Bug 894493

Summary: [as7] Start operation returns failure when start script returns exit code 0 (success)
Product: [JBoss] JBoss Operations Network Reporter: Larry O'Leary <loleary>
Component: Operations, Plugin -- JBoss EAP 6Assignee: RHQ Project Maintainer <rhq-maint>
Status: CLOSED CURRENTRELEASE QA Contact: Mike Foley <mfoley>
Severity: high Docs Contact:
Priority: urgent    
Version: JON 3.1.1CC: jkremser, jstefl, myarboro
Target Milestone: ER01   
Target Release: JON 3.2.0   
Hardware: All   
OS: All   
Whiteboard:
Fixed In Version: Doc Type: Bug Fix
Doc Text:
Story Points: ---
Clone Of:
: 961437 (view as bug list) Environment:
Last Closed: Type: Bug
Regression: --- Mount Type: ---
Documentation: --- CRM:
Verified Versions: Category: ---
oVirt Team: --- RHEL 7.3 requirements from Atomic Host:
Cloudforms Team: --- Target Upstream Version:
Embargoed:
Bug Depends On:    
Bug Blocks: 961437    

Description Larry O'Leary 2013-01-11 21:25:09 UTC
Description of problem:
After invoking the start operation on an AS7/EAP6 resource, the operation status is reported as failure even thought the resource is started and the script output indicates that the resource was started successfully and exited cleanly with return code 0.

The only time the start operation reports success is when the start script blocks (i.e. does not return).

Version-Release number of selected component (if applicable):
4.4.0.JON311GA

How reproducible:
Always

Steps to Reproduce:
1.  Install and configure EAP 6 standalone server
2.  Create custom standalone.sh start script wrapper which returns an exit code:

cat > "${JBOSS_HOME}/bin/standalone-wrapper.sh" << EOF
#!/bin/sh

DIRNAME=\$(dirname "\$0")

eval \"\${DIRNAME}/standalone.sh\" "\$@" \&
exit \$?
EOF
chmod +x "${JBOSS_HOME}/bin/standalone-wrapper.sh"

3.  Using the newly created start script wrapper, start the EAP 6 standalone server
4.  Start JBoss ON system
5.  Import EAP 6 standalone server into inventory
6.  Configure the EAP 6 resource's connection settings to use the custom start script wrapper standalone-wrapper.sh
7.  After EAP 6 resource shows availability of UP, invoke its shutdown operation
8.  Wait until EAP 6 resource is reported as DOWN
9.  Invoke the EAP 6 resource's start operation

Actual results:
EAP server is started but operation status in UI shows Failure with the following error message available from the UI:

    java.lang.Exception: Start failed with error code 0:

	    at org.rhq.core.pc.operation.OperationInvocation.run(OperationInvocation.java:278)
	    at java.util.concurrent.ThreadPoolExecutor.runWorker(ThreadPoolExecutor.java:1110)
	    at java.util.concurrent.ThreadPoolExecutor$Worker.run(ThreadPoolExecutor.java:603)
	    at java.lang.Thread.run(Thread.java:636)

Expected results:
EAP server is started and the operation status in the UI shows Success.

Additional info:
This is a direct result of incorrectly handling the process exit code from .ProcessExecutionResults.getExitCode() in BaseServerComponent.startServer().
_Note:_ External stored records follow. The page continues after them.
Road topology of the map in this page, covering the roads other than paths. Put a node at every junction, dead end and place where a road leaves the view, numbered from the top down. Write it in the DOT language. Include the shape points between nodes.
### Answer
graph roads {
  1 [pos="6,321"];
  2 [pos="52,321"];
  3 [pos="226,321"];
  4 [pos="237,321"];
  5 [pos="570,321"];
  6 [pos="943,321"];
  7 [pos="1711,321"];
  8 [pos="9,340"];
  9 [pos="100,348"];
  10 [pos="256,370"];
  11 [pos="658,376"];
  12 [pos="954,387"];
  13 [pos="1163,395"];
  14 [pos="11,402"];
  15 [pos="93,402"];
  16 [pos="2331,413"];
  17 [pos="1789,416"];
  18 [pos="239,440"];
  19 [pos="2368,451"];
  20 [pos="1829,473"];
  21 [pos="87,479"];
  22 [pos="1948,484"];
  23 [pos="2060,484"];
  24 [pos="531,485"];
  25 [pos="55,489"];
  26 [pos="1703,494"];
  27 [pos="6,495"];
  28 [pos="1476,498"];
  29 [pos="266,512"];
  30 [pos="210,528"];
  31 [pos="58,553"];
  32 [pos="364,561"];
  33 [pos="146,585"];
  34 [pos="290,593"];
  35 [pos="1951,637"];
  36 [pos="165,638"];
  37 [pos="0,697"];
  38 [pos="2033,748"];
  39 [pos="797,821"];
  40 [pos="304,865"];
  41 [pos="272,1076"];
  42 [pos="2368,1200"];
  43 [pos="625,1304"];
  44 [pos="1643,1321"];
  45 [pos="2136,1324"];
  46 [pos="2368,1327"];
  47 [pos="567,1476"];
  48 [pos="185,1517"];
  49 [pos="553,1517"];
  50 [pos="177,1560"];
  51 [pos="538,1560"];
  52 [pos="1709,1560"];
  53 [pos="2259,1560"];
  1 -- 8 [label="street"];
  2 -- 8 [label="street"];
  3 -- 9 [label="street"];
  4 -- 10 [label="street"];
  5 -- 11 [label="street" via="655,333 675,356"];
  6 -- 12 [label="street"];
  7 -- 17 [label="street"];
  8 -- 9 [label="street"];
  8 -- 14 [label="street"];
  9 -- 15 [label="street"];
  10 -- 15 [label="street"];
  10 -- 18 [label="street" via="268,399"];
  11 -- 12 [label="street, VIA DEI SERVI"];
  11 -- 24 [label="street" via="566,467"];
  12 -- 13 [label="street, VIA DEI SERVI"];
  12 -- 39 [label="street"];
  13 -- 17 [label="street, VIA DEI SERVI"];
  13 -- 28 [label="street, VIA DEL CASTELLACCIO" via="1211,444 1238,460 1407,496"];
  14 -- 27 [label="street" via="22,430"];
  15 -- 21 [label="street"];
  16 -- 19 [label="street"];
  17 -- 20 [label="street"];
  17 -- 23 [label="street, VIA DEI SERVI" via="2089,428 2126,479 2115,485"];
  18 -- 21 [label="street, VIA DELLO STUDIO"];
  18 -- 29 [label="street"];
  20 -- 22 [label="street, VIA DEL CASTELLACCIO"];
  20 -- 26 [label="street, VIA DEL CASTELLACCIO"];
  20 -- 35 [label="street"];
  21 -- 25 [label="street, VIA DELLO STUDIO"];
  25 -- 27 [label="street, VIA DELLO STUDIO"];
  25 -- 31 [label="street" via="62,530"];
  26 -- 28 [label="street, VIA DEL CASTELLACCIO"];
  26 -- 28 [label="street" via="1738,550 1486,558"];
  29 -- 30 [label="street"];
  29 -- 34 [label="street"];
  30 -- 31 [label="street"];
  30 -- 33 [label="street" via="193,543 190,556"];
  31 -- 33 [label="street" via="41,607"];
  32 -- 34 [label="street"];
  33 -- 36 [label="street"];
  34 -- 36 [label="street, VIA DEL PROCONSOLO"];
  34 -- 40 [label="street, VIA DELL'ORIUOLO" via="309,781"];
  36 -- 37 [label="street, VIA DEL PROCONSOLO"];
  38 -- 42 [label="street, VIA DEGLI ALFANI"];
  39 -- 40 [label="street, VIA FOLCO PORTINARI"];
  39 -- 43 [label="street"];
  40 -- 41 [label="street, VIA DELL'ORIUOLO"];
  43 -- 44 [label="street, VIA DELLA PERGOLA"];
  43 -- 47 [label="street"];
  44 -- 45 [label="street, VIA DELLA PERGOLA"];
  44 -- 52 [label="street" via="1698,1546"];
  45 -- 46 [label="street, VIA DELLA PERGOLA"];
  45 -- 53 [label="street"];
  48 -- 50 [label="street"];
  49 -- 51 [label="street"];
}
We treat <null> as success when really 0 is success and <null> simply means that the request has not yet returned or is blocking or timed out.

To fix this:

diff --git a/modules/plugins/jboss-as-7/src/main/java/org/rhq/modules/plugins/jbossas7/BaseServerComponent.java b/modules/plugins/jboss-as-7/src/main/java/org/rhq/modules/plugins/jbossas7/Ba
index 98a46d2..3dc12de 100644
--- a/modules/plugins/jboss-as-7/src/main/java/org/rhq/modules/plugins/jbossas7/BaseServerComponent.java
+++ b/modules/plugins/jboss-as-7/src/main/java/org/rhq/modules/plugins/jbossas7/BaseServerComponent.java
@@ -330,7 +330,7 @@ public abstract class BaseServerComponent<T extends ResourceComponent<?>> extend
         logExecutionResults(results);
         if (results.getError() != null) {
             operationResult.setErrorMessage(results.getError().getMessage());
-        } else if (results.getExitCode() != null) {
+        } else if (results.getExitCode() != null && results.getExitCode() != 0) {
             operationResult.setErrorMessage("Start failed with error code " + results.getExitCode() + ":\n" + results.getCapturedOutput());
         } else {
             // Try to connect to the server - ping once per second, timing out after 20s.

Comment 1 Jirka Kremser 2013-02-04 10:52:10 UTC
I did something similar for as6 (feb01f468)

Comment 2 Jirka Kremser 2013-03-06 11:41:08 UTC
master
http://git.fedorahosted.org/cgit/rhq/rhq.git/commit/?id=c0fe931b7

time:    Wed Mar 6 12:24:27 2013 +0100
commit:  c0fe931b74ac8eccfc5be8af2275bea5d8c0c917
author:  Jirka Kremser - jkremser
message: [BZ 894493] - [as7] Start operation returns failure when start script returns exit code 0 (success). Added the test for the exit code.

Comment 3 Larry O'Leary 2013-09-06 14:31:30 UTC
As this is MODIFIED or ON_QA, setting milestone to ER1.

Comment 4 Jan Stefl 2013-10-11 14:39:12 UTC
Verified with JON 3.2.ER3 + EAP 6.1.1 - PASSED